→ Data for this exercise:
--------------------

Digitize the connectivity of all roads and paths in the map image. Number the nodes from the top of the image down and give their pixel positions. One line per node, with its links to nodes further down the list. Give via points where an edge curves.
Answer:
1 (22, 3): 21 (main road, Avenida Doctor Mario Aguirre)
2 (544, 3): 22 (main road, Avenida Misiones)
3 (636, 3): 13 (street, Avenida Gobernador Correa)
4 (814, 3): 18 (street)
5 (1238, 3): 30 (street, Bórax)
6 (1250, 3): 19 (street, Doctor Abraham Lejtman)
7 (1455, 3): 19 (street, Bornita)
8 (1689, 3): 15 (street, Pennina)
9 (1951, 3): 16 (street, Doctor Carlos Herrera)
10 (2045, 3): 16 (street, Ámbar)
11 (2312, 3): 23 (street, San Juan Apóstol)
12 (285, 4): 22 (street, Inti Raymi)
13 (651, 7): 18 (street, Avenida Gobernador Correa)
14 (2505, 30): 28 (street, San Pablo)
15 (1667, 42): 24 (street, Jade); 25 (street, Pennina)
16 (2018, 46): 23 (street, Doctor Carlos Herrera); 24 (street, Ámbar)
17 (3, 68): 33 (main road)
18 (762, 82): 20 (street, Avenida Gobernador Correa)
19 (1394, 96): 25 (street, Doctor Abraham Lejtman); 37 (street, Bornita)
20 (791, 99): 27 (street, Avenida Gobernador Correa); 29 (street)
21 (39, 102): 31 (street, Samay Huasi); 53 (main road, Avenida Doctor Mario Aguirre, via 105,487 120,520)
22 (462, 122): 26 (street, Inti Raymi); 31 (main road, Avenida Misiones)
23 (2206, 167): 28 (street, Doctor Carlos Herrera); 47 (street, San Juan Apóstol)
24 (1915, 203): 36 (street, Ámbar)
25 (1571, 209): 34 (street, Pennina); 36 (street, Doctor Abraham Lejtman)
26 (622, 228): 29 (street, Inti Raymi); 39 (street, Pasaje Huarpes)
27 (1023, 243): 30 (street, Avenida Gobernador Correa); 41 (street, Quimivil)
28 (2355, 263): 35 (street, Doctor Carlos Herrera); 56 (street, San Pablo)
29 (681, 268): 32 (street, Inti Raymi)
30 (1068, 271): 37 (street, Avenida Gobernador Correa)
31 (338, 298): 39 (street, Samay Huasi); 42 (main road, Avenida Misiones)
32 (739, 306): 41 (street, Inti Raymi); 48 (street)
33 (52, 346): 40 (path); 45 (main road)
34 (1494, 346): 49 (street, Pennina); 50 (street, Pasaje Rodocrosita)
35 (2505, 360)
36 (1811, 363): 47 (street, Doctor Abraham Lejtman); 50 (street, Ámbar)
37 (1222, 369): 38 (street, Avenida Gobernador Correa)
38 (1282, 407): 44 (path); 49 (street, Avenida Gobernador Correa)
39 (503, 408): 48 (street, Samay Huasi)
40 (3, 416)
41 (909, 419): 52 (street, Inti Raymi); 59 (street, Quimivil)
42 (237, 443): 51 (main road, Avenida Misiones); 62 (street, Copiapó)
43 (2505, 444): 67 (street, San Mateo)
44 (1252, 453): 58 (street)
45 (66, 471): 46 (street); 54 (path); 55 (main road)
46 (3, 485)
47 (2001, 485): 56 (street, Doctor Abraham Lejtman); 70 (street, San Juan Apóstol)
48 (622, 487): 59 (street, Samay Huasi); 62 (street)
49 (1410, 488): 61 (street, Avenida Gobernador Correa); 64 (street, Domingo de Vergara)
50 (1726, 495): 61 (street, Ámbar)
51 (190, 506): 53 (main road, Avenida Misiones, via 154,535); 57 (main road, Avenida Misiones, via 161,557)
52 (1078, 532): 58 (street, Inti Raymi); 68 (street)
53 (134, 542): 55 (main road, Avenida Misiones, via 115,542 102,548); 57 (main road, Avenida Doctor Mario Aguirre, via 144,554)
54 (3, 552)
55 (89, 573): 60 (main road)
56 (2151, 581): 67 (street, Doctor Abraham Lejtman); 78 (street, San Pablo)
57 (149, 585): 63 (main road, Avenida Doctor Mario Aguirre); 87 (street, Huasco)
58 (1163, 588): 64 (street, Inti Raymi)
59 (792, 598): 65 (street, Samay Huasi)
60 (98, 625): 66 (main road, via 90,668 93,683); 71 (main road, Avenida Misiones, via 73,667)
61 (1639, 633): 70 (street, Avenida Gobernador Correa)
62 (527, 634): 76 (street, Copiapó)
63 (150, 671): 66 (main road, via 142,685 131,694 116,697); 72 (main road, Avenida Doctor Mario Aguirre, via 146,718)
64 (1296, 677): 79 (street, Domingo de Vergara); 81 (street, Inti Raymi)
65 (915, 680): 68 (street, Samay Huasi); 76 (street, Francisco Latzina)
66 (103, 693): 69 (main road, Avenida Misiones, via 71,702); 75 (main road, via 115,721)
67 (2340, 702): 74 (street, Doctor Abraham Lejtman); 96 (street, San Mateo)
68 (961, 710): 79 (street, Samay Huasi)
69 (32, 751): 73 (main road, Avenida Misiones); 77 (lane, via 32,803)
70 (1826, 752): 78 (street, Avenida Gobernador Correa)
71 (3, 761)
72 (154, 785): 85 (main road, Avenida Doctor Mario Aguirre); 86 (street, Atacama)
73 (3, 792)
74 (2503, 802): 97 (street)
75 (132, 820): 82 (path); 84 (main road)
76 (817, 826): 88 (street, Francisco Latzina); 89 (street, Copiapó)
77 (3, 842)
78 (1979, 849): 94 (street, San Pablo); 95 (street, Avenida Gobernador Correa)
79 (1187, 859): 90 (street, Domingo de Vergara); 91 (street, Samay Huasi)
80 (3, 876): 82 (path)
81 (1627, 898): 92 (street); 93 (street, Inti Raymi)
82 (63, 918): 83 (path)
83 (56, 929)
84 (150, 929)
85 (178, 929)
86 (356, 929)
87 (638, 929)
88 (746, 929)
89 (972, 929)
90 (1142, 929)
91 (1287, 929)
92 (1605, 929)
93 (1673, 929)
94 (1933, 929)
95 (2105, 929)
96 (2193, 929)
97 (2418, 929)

--------------------

→ Your objective:
Only the number is wanted here. How many lines in the entries contain "Juan"?

→ Task output:
3